Hi, I am trying to test Solr Cloud with version 4.1.0. ( http://wiki.apache.org/solr/SolrCloud#Example_C:_Two_shard_cluster_with_shard_replicas_and_zookeeper_ensemble ) Is there any way set shard shard member ? for example. server1, server2 for shard1 server3, server4 for shard2 when I tested the example, shard member depend on running Solr order. i.e. run server1 - server2 - server3 - server4 then server1, 3 are shard1 and server 2,4 are shard2 of course, from second time there is no dependency of running Solr order. and I tried -DshardId=shard1” but it is not working. Thanks, Chunki.
Re: How can I set shard members?
Hello, have you tried the createNodeSet option of collection/shard creation and the node option of replica creation in Solr 4.9.0+? As you're just testing, I would strongly recommend going to the latest version. https://cwiki.apache.org/confluence/display/solr/Collections+API This is useful to provide underlying topology information. We use this in customer scenarios to partition the set of servers into at least two groups, so all shards of a SolrCloud cluster will have replica X of a shard located in server group X (usually, X = 2). The two server groups then correspond to two separate physical ESX clusters, so if one VM cluster goes down, at least one replica of each shard will still be available. Cheers, --Jürgen On 03.09.2014 06:00, Lee Chunki wrote: Hi, I am trying to test Solr Cloud with version 4.1.0. ( http://wiki.apache.org/solr/SolrCloud#Example_C:_Two_shard_cluster_with_shard_replicas_and_zookeeper_ensemble ) Is there any way set shard shard member ? for example. server1, server2 for shard1 server3, server4 for shard2 when I tested the example, shard member depend on running Solr order. i.e. run server1 - server2 - server3 - server4 then server1, 3 are shard1 and server 2,4 are shard2 of course, from second time there is no dependency of running Solr order. and I tried -DshardId=shard1” but it is not working. Thanks, Chunki.
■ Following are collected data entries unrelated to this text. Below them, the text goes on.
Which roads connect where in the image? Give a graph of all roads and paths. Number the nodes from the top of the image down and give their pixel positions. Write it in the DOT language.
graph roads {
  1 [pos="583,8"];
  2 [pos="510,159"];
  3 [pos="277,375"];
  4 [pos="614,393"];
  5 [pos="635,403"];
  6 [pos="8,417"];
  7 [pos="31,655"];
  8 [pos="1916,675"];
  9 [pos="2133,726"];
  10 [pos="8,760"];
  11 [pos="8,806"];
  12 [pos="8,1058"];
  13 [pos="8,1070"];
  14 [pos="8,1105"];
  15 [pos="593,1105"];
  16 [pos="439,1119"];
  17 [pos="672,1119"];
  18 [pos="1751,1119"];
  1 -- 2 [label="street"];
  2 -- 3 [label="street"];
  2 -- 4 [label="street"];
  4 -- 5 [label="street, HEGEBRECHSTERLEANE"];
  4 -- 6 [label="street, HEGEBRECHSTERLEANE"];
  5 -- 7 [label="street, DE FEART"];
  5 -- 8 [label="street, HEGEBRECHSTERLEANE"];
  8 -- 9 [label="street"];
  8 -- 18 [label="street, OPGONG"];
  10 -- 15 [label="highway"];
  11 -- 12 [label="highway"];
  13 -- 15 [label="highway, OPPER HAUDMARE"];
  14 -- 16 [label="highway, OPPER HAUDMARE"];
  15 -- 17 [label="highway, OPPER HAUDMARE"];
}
Re: How can I set shard members?
Take a look here: http://heliosearch.org/solrcloud-assigning-nodes-machines/ If you really, really, really require that shard1 be on server1 and _not_ server 3 I'm not quite sure how you'd do it. But if you want your leaders on servers 1 and 3, just use the nodeset. (Jürgen beat me to it!). Best Erick On Tue, Sep 2, 2014 at 9:00 PM, Lee Chunki lck7...@coupang.com wrote: Hi, I am trying to test Solr Cloud with version 4.1.0. ( http://wiki.apache.org/solr/SolrCloud#Example_C:_Two_shard_cluster_with_shard_replicas_and_zookeeper_ensemble ) Is there any way set shard shard member ? for example. server1, server2 for shard1 server3, server4 for shard2 when I tested the example, shard member depend on running Solr order. i.e. run server1 - server2 - server3 - server4 then server1, 3 are shard1 and server 2,4 are shard2 of course, from second time there is no dependency of running Solr order. and I tried -DshardId=shard1” but it is not working. Thanks, Chunki.